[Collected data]
________________________

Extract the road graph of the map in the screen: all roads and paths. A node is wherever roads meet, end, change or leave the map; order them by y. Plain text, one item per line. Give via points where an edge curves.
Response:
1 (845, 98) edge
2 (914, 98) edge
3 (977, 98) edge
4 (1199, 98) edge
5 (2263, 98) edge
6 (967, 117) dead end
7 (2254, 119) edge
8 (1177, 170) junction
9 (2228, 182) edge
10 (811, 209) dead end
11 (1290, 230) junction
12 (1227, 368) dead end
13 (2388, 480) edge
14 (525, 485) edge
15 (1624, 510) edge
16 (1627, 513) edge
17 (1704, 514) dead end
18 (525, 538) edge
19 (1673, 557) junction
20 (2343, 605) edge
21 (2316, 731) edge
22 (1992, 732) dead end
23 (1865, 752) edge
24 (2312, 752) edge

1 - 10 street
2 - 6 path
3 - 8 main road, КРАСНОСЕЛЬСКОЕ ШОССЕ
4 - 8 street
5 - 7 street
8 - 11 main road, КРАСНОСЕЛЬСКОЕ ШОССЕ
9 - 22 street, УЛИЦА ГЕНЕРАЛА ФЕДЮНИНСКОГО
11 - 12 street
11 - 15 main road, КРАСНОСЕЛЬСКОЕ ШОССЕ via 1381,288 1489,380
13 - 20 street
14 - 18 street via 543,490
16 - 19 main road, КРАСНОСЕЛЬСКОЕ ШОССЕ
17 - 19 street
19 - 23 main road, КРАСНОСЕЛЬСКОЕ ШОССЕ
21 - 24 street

________________________

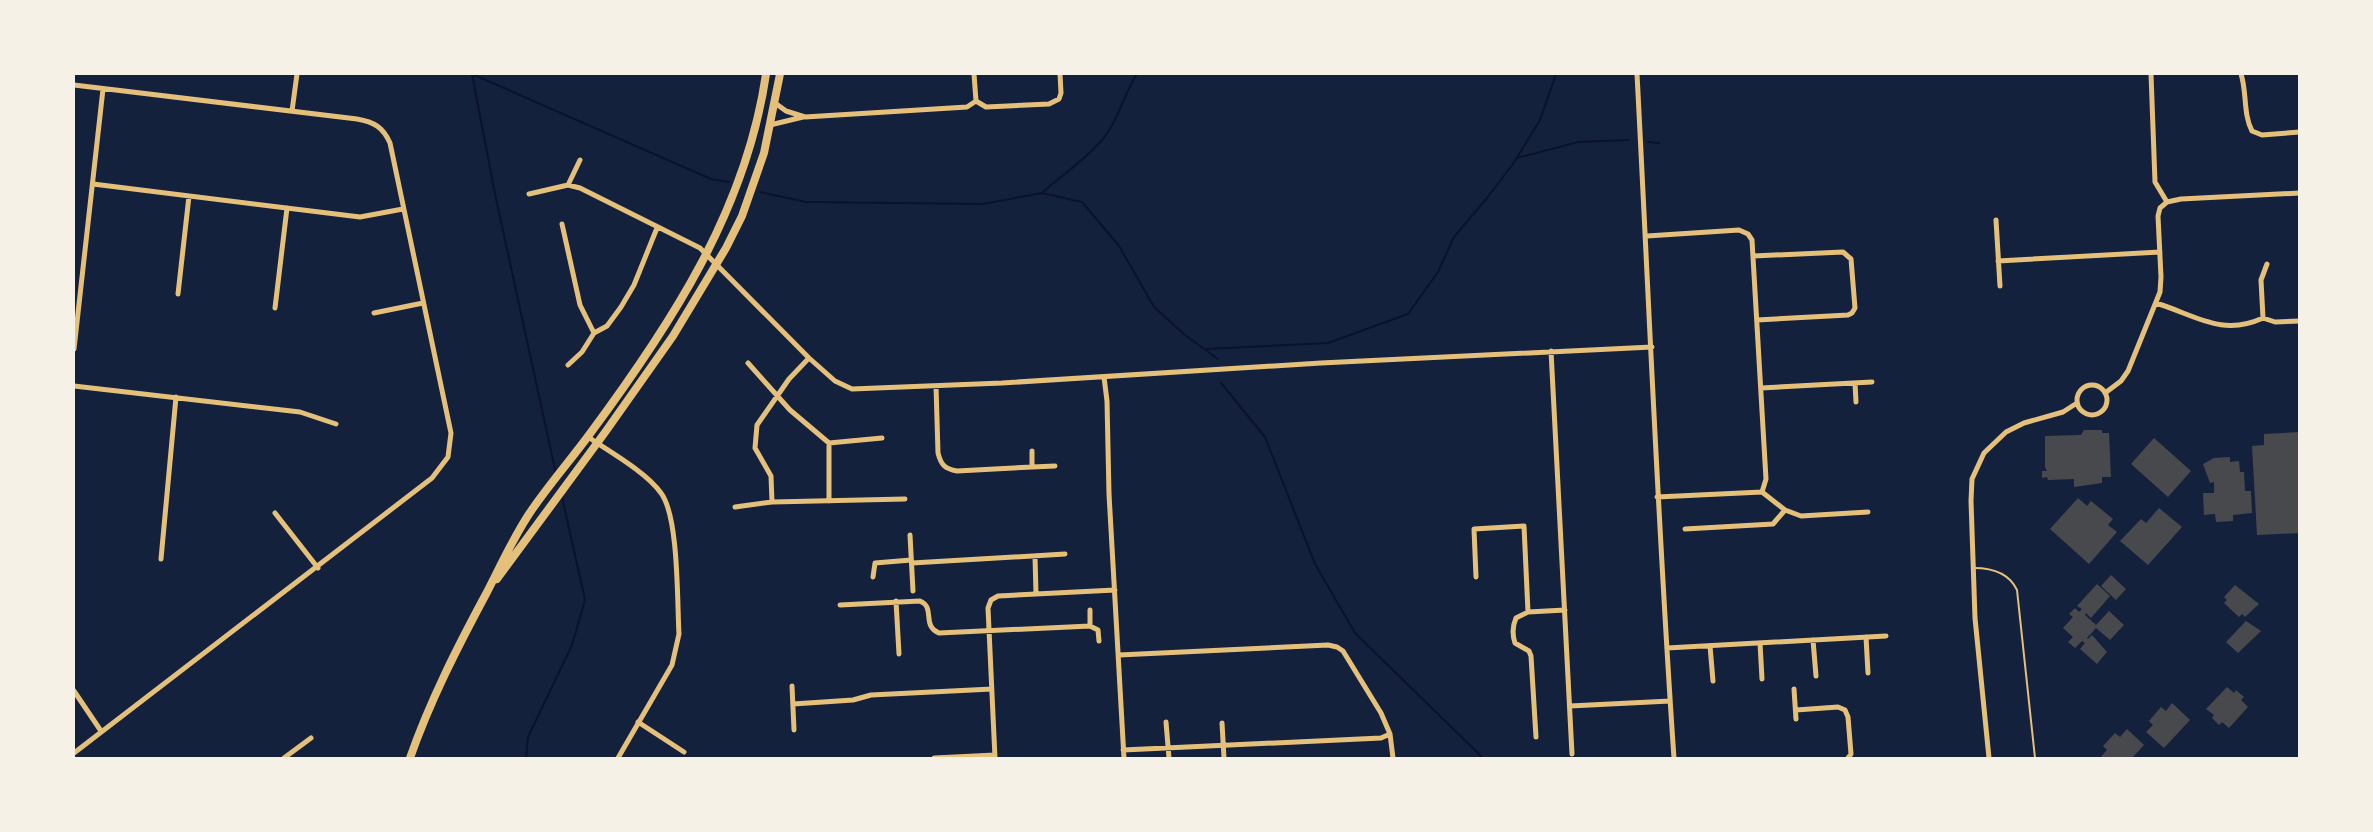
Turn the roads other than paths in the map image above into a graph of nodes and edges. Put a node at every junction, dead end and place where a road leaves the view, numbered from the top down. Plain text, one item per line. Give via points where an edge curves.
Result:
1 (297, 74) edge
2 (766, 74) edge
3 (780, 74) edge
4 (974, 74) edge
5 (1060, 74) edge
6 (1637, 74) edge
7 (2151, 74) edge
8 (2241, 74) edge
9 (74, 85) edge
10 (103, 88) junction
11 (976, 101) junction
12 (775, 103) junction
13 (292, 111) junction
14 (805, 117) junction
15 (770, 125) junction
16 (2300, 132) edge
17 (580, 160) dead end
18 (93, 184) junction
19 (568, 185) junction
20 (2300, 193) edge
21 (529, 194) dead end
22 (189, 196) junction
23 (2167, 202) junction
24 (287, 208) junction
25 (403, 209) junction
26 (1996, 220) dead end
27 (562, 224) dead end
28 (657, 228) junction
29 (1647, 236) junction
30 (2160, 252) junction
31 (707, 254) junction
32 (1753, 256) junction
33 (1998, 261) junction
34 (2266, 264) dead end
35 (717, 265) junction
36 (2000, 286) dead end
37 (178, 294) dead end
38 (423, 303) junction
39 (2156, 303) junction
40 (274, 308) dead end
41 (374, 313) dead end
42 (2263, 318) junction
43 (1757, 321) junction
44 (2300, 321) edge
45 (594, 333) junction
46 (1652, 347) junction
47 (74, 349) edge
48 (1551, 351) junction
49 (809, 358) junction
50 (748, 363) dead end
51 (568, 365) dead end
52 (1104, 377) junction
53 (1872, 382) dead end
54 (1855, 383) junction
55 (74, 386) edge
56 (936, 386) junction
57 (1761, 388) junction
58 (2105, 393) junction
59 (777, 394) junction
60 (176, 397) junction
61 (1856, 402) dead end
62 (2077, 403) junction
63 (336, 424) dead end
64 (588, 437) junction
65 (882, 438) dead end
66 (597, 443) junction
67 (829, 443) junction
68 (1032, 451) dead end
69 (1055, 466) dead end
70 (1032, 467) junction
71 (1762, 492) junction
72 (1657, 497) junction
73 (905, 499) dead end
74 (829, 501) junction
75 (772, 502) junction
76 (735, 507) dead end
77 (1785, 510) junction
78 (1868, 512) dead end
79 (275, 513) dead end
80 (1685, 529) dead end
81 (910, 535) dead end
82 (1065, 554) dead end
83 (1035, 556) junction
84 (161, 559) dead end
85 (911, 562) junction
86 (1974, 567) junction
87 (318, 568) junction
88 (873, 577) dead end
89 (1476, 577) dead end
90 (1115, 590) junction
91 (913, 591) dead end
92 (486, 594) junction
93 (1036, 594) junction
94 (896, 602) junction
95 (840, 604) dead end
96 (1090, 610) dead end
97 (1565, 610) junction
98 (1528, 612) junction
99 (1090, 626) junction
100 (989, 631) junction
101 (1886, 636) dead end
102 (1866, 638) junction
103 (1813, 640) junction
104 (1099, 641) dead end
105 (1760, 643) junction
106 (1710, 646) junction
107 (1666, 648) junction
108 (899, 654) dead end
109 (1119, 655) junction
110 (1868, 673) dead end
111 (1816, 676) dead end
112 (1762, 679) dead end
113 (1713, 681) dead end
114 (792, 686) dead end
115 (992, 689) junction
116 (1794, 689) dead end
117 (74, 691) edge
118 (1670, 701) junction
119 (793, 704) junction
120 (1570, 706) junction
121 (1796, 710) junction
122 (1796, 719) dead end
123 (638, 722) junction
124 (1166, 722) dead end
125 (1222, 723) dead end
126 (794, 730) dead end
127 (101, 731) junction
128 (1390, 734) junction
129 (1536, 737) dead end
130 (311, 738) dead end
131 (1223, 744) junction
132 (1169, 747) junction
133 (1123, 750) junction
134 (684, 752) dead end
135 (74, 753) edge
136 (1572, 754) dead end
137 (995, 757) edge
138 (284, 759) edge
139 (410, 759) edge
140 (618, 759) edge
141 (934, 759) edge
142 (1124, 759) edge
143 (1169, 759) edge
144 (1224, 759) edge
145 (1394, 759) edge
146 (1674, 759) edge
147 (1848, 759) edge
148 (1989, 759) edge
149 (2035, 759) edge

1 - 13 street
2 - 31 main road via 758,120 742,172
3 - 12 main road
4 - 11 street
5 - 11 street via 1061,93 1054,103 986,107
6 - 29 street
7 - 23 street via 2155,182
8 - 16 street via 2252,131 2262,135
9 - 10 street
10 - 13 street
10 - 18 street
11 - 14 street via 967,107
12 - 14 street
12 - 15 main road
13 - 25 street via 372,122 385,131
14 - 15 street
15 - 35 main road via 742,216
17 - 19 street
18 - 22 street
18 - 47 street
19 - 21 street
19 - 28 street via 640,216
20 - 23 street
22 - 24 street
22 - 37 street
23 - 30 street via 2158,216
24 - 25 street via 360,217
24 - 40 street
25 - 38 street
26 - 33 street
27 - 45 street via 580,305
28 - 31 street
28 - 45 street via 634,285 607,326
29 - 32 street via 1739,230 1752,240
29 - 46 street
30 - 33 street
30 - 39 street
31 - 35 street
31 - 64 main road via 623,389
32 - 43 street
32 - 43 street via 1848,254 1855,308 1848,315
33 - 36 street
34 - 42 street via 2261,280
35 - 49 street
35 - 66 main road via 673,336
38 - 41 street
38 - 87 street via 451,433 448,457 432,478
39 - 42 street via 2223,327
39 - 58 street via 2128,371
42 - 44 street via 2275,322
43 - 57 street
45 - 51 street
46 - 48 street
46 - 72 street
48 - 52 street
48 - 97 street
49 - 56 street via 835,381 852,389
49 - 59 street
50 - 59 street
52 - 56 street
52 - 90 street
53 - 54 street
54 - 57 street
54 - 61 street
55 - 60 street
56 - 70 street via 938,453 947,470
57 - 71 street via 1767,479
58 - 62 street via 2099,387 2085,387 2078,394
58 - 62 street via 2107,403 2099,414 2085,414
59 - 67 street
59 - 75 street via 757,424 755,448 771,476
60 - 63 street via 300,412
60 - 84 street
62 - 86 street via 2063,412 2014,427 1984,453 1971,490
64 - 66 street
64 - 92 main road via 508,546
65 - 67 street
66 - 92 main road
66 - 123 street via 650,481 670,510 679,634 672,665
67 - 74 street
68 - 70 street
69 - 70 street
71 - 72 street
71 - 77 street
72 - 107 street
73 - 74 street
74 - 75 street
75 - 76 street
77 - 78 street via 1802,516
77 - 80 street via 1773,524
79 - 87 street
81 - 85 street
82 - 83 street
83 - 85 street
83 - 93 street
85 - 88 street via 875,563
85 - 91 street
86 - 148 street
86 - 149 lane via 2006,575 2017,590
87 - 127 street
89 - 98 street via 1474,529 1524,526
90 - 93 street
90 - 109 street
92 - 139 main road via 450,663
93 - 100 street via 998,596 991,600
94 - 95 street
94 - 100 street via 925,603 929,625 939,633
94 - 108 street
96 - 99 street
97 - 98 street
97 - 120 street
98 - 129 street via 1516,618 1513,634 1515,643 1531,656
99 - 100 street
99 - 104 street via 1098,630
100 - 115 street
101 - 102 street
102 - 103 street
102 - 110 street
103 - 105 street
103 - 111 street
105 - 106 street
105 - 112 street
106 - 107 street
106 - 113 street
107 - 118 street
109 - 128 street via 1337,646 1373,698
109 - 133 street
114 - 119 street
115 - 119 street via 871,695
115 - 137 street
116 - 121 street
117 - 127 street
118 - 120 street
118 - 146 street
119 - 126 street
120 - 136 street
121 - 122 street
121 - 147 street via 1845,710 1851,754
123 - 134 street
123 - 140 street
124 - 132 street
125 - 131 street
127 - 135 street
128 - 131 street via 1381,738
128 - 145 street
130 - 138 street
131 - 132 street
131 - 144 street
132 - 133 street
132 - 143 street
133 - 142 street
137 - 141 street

________________________

Gather each line of the records holding the string "graph".

#### Response area:
Extract the road graph of the map in the screen: all roads and paths. A node is wherever roads meet, end, change or leave the map; order them by y. Plain text, one item per line. Give via points where an edge curves.
Turn the roads other than paths in the map image above into a graph of nodes and edges. Put a node at every junction, dead end and place where a road leaves the view, numbered from the top down. Plain text, one item per line. Give via points where an edge curves.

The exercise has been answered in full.